期刊
SYSTEMATICS AND BIODIVERSITY
卷 7, 期 3, 页码 259-268出版社
TAYLOR & FRANCIS LTD
DOI: 10.1017/S1477200009003016
关键词
abundance; richness; diversity; leaf litter; lichen; moss; rock; Spain; species richness; tree trunk
资金
- National Museum of Natural History in Madrid (CSIC)
- Consejo Superior de Investigaciones Cientificas (Spanish Government Institution for Research)
- Madrid Government [07M/0125/2000, GR/AMB/0750/2004]

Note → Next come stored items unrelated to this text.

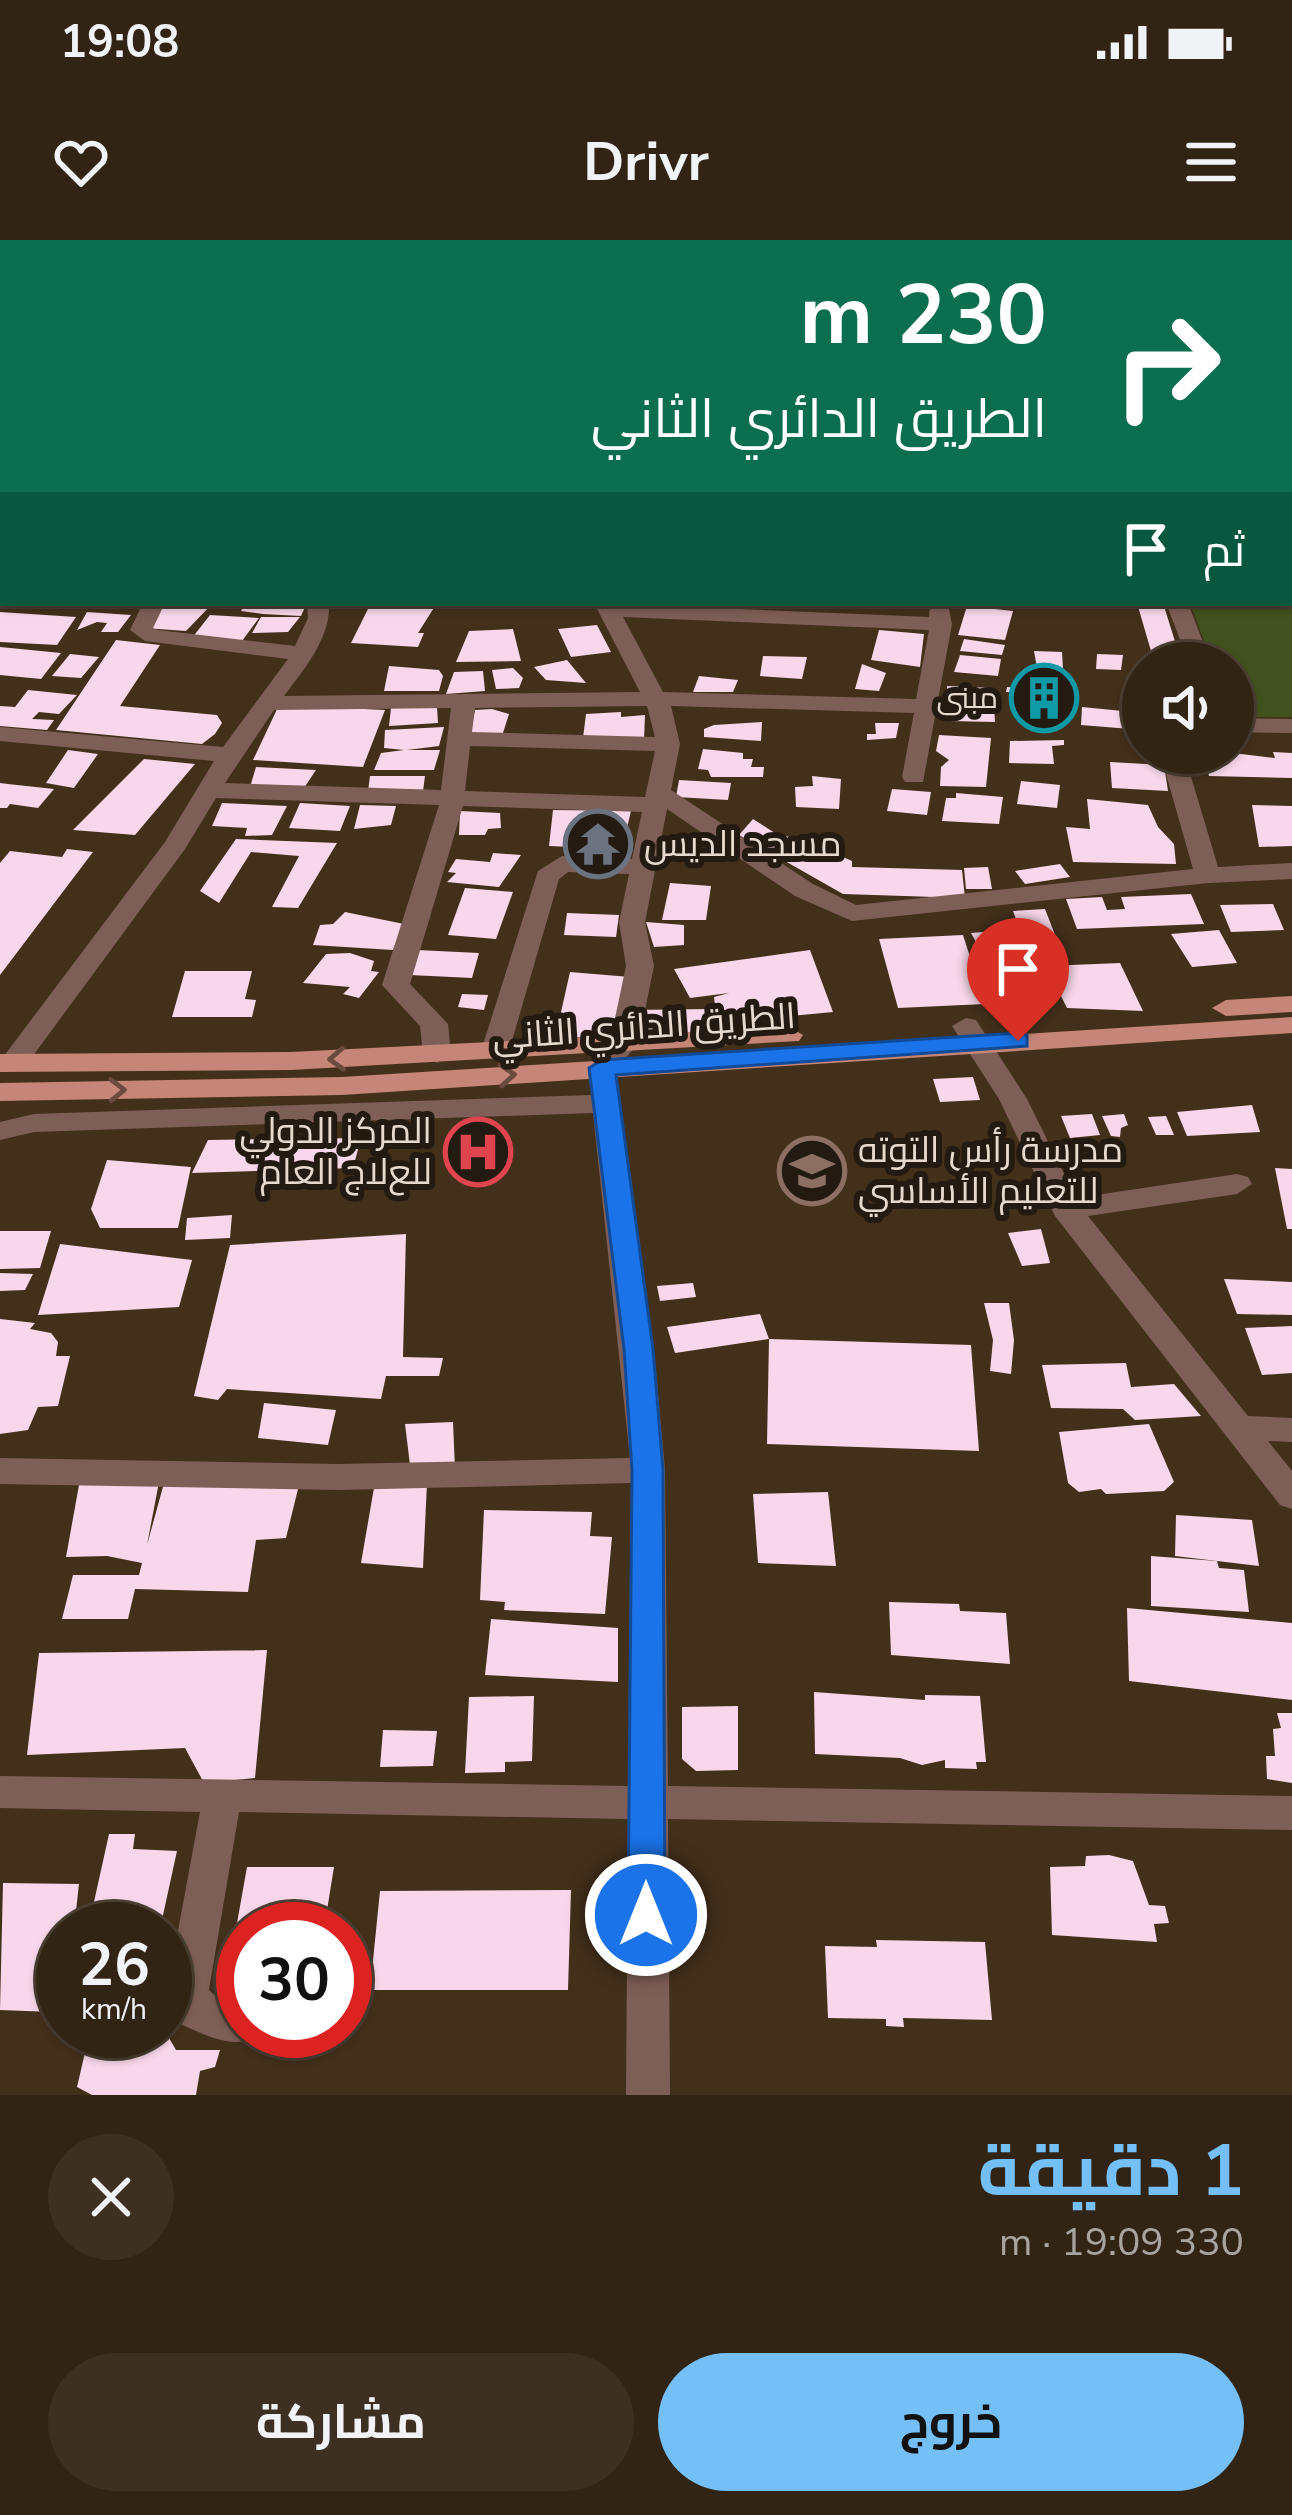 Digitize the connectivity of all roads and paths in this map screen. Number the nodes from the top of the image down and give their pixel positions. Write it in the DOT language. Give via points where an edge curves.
graph roads {
  1 [pos="153,606"];
  2 [pos="319,606"];
  3 [pos="606,606"];
  4 [pos="1178,606"];
  5 [pos="703,608"];
  6 [pos="830,610"];
  7 [pos="939,614"];
  8 [pos="1192,642"];
  9 [pos="303,654"];
  10 [pos="655,698"];
  11 [pos="464,699"];
  12 [pos="268,703"];
  13 [pos="928,706"];
  14 [pos="1254,725"];
  15 [pos="1292,726"];
  16 [pos="0,734"];
  17 [pos="459,739"];
  18 [pos="668,744"];
  19 [pos="230,755"];
  20 [pos="1178,774"];
  21 [pos="914,777"];
  22 [pos="210,790"];
  23 [pos="452,798"];
  24 [pos="657,798"];
  25 [pos="643,867"];
  26 [pos="1292,871"];
  27 [pos="1208,875"];
  28 [pos="1292,1004"];
  29 [pos="1292,1025"];
  30 [pos="971,1034"];
  31 [pos="495,1051"];
  32 [pos="437,1054"];
  33 [pos="7,1062"];
  34 [pos="610,1072"];
  35 [pos="0,1092"];
  36 [pos="0,1131"];
  37 [pos="1237,1184"];
  38 [pos="1066,1209"];
  39 [pos="1240,1428"];
  40 [pos="1292,1430"];
  41 [pos="648,1470"];
  42 [pos="0,1471"];
  43 [pos="1292,1496"];
  44 [pos="0,1792"];
  45 [pos="223,1794"];
  46 [pos="646,1798"];
  47 [pos="1292,1813"];
  48 [pos="216,2019"];
  49 [pos="648,2095"];
  1 -- 9 [label="street" via="141,630 153,636"];
  2 -- 9 [label="street"];
  3 -- 5 [label="street"];
  3 -- 10 [label="street"];
  4 -- 8 [label="street"];
  5 -- 6 [label="street"];
  6 -- 7 [label="street"];
  7 -- 13 [label="street"];
  9 -- 12 [label="street"];
  10 -- 11 [label="street"];
  10 -- 13 [label="street"];
  10 -- 18 [label="street"];
  11 -- 12 [label="street"];
  11 -- 17 [label="street"];
  12 -- 19 [label="street"];
  13 -- 21 [label="street"];
  14 -- 15 [label="street"];
  16 -- 19 [label="street"];
  17 -- 18 [label="street"];
  17 -- 23 [label="street"];
  18 -- 24 [label="street"];
  19 -- 22 [label="street"];
  20 -- 27 [label="street"];
  22 -- 23 [label="street"];
  22 -- 33 [label="street"];
  23 -- 24 [label="street"];
  23 -- 32 [label="street" via="395,985 434,1024"];
  24 -- 25 [label="street"];
  24 -- 27 [label="street" via="852,913"];
  25 -- 31 [label="street" via="562,864 547,876"];
  25 -- 34 [label="street" via="632,922 640,966"];
  26 -- 27 [label="street"];
  28 -- 30 [label="main road, الطريق الدائري الثاني"];
  29 -- 30 [label="main road, الطريق الدائري الثاني"];
  30 -- 34 [label="main road, الطريق الدائري الثاني"];
  30 -- 38 [label="street"];
  31 -- 32 [label="main road, الطريق الدائري الثاني"];
  31 -- 34 [label="main road, الطريق الدائري الثاني"];
  32 -- 33 [label="main road, الطريق الدائري الثاني, one-way"];
  35 -- 34 [label="main road, الطريق الدائري الثاني, one-way" via="342,1087"];
  34 -- 36 [label="street"];
  34 -- 41 [label="street"];
  37 -- 38 [label="street"];
  38 -- 39 [label="street"];
  39 -- 40 [label="street"];
  39 -- 43 [label="street"];
  41 -- 42 [label="street" via="338,1477"];
  41 -- 46 [label="street"];
  44 -- 45 [label="street"];
  45 -- 46 [label="street"];
  45 -- 48 [label="street" via="188,1990 196,2011"];
  46 -- 47 [label="street"];
  46 -- 49 [label="street"];
}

The aim of this paper was to assess the relationships between habitat type and diversity indices, richness and abundance of terrestrial tardigrade communities. Our analyses are based on results from a survey performed in Sierra de Guadarrama, in the centre of the Iberian Peninsula. We performed a multi-habitat intensive sampling in terrestrial environments (mosses and lichens on rocks, tree trunks and leaf litter), to test if local biodiversity patterns for tardigrades exist, to test the 'everything is everywhere' hypothesis, and if distributions can be attributed exclusively to environmental properties (as proposed for protists), or to a combination of historical and environmental events (as proposed for larger metazoans). Our analyses of richness, diversity indices and abundance of tardigrade communities revealed habitat-dependent patterns on these community descriptors. Leaf litter habitats showed high species richness and low abundances, rock habitats (mosses and lichens) showed intermediate species richness scores and high abundances, and trunk habitats (mosses and lichens) showed low numbers of both richness and abundances. Besides, common tardigrade species, and not scarce ones, determined the difference on tardigrade community composition between different habitats. We also describe two opposite patterns in tardigrade assemblages characterised by Heterotardigrada vs. Eutardigrada species; while Heterotardigrada-based communities presented low species richness and large tardigrade numbers, Eutardigrada-based assemblages showed high species richness and low abundances. in conclusion, tardigrade local biodiversity across habitats exhibited patterns closer to larger animals than to unicellular microorganisms even when environmental and biological conditions (small size, dispersal forms) are closer to these last organisms. Implications of these findings are discussed.